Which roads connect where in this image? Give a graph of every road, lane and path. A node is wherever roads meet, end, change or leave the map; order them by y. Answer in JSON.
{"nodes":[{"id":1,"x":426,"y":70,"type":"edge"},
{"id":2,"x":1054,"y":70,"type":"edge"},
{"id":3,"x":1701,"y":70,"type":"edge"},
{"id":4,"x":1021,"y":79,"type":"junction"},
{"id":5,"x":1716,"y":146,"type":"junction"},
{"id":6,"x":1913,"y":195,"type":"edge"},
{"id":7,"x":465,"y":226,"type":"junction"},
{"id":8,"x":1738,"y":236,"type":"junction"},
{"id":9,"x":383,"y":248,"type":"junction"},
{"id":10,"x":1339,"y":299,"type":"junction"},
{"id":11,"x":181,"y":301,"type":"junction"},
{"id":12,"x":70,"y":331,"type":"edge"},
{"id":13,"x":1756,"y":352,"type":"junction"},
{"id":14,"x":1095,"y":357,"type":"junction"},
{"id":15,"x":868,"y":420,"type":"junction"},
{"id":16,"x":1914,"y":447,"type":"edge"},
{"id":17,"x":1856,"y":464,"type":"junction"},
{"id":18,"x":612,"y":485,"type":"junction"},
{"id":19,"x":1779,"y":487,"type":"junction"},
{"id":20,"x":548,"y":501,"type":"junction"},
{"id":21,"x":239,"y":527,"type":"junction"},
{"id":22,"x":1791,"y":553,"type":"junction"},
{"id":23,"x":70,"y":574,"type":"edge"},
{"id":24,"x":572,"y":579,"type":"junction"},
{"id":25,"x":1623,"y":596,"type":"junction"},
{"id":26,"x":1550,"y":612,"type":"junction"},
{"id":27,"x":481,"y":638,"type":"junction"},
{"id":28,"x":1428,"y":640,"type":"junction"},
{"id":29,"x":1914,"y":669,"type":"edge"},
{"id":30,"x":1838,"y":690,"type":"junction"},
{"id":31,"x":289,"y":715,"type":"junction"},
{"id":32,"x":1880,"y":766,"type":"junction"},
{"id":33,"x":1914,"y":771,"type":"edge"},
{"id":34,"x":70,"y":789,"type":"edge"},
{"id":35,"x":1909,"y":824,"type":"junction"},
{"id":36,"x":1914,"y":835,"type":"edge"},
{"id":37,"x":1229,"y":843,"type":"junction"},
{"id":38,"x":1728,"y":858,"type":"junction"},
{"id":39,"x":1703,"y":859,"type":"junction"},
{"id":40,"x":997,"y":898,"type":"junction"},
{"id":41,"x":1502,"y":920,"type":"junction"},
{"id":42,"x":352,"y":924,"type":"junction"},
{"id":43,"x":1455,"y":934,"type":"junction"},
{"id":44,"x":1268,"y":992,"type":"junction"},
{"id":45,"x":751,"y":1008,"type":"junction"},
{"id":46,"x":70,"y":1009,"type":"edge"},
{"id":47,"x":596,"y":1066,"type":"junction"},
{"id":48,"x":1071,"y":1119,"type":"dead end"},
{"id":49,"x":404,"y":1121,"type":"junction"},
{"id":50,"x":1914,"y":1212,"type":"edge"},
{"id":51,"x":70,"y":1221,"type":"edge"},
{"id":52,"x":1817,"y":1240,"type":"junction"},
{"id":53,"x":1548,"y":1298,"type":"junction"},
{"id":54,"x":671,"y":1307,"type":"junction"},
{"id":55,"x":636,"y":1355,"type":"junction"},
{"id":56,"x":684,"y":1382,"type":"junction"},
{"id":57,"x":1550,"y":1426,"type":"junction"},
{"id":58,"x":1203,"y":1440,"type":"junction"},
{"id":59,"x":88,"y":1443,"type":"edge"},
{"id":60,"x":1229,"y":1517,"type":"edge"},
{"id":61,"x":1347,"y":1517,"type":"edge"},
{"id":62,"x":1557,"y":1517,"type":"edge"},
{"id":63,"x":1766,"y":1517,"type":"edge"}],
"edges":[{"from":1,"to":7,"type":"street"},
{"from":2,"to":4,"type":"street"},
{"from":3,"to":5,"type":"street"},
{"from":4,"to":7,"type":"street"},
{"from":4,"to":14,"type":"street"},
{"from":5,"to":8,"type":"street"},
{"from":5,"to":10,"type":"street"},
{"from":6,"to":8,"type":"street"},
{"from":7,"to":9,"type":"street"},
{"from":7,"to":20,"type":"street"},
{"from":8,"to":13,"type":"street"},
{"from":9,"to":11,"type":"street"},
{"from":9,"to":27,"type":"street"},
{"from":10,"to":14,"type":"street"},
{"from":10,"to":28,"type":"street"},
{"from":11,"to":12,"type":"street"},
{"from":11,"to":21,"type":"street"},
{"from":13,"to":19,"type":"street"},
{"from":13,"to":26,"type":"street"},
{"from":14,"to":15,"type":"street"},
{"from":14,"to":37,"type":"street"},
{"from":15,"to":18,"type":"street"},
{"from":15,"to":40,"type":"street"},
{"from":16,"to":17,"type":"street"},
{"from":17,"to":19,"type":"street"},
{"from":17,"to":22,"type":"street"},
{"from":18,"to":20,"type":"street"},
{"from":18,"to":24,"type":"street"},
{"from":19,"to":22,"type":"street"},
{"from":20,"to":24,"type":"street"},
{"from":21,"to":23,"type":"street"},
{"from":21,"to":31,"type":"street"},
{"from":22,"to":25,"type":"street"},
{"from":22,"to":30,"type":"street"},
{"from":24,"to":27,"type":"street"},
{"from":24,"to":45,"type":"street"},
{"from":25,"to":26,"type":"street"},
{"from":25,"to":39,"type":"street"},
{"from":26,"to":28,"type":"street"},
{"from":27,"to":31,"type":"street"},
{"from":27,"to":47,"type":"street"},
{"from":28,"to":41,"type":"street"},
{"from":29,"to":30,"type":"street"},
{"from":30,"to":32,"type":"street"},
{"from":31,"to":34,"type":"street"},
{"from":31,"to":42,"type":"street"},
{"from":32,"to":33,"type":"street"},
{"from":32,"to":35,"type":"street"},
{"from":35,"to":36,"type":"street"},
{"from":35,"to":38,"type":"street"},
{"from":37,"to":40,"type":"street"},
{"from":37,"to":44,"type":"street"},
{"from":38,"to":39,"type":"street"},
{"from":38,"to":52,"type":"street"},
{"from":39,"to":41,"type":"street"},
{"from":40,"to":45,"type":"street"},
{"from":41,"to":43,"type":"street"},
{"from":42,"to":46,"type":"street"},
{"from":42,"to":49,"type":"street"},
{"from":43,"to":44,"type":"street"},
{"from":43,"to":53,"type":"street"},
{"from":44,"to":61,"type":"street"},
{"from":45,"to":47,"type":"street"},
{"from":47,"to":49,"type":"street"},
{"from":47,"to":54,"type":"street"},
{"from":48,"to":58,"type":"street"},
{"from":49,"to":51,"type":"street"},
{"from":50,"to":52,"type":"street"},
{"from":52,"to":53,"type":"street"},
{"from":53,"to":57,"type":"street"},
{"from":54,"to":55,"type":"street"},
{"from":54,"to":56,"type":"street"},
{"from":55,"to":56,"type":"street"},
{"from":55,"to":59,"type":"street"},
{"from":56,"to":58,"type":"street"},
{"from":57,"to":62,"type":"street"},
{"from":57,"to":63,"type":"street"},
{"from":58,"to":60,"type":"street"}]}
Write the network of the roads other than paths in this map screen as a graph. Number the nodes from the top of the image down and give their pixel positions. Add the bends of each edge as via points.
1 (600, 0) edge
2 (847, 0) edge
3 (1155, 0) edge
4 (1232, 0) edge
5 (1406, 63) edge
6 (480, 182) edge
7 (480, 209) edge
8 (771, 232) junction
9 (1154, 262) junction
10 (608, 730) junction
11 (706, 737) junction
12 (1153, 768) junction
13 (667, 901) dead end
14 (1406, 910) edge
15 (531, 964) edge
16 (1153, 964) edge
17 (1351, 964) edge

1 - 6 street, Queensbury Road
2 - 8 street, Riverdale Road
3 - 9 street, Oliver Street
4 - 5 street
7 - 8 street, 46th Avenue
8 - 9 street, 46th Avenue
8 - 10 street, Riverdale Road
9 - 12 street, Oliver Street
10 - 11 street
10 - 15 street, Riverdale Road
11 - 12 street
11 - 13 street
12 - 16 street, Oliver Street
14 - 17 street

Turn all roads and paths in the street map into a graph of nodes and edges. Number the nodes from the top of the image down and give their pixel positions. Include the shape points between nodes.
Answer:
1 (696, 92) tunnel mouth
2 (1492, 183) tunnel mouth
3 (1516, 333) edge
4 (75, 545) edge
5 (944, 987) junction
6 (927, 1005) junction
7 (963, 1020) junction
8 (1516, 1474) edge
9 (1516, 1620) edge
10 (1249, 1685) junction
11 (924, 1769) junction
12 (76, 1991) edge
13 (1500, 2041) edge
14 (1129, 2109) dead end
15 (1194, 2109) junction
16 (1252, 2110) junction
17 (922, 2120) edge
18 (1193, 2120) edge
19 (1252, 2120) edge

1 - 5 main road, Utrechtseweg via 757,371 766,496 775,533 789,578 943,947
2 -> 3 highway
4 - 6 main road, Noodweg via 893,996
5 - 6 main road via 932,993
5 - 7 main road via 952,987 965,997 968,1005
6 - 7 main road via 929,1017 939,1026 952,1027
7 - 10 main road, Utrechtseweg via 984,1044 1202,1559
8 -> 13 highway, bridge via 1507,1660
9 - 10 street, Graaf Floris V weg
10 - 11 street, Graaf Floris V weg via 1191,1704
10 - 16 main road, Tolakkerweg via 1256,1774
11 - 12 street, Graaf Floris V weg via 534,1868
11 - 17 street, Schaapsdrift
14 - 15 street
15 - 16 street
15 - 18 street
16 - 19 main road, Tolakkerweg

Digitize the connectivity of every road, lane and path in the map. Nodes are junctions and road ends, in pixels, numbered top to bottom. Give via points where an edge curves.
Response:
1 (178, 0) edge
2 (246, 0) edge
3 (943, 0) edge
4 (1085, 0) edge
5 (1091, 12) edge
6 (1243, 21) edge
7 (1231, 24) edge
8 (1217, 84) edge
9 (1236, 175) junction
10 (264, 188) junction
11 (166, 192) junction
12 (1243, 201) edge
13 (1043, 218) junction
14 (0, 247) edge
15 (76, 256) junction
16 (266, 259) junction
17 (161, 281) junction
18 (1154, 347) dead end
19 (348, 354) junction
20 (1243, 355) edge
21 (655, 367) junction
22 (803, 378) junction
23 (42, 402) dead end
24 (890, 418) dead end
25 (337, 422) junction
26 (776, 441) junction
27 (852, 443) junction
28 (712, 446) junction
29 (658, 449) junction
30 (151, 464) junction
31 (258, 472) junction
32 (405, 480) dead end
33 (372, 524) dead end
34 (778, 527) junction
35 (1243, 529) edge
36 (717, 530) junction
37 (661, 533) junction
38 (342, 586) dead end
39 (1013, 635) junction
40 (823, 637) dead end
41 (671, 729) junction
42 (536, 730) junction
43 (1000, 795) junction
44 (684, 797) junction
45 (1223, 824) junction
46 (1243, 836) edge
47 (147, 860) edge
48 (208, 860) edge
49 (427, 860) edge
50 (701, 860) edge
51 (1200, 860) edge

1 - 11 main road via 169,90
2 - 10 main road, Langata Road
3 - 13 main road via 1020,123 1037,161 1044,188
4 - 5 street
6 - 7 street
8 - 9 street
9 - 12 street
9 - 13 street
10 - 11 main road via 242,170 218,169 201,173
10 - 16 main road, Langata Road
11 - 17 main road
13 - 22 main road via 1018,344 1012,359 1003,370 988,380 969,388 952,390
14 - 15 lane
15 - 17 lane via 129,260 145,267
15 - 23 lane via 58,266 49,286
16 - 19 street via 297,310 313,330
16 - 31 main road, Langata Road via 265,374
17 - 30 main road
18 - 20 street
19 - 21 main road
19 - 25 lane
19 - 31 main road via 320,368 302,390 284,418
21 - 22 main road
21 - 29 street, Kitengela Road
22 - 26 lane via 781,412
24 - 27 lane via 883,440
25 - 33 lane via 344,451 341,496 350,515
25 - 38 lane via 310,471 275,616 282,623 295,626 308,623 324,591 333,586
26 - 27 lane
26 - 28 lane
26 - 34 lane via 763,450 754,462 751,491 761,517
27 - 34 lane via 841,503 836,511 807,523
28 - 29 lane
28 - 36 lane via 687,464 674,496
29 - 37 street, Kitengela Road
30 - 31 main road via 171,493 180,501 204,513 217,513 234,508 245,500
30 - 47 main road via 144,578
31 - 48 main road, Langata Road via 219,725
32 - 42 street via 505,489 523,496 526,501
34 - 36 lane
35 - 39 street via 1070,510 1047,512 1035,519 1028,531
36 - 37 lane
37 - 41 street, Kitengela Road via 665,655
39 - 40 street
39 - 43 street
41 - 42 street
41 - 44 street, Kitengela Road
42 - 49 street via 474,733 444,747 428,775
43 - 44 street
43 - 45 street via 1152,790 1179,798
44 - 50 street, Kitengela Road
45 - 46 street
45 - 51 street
________
> [ABOUT THIS EXERCISE]
Lines in the material above that include the string "every" should be listed.

> [YOUR RESPONSE]
Which roads connect where in this image? Give a graph of every road, lane and path. A node is wherever roads meet, end, change or leave the map; order them by y. Answer in JSON.
Digitize the connectivity of every road, lane and path in the map. Nodes are junctions and road ends, in pixels, numbered top to bottom. Give via points where an edge curves.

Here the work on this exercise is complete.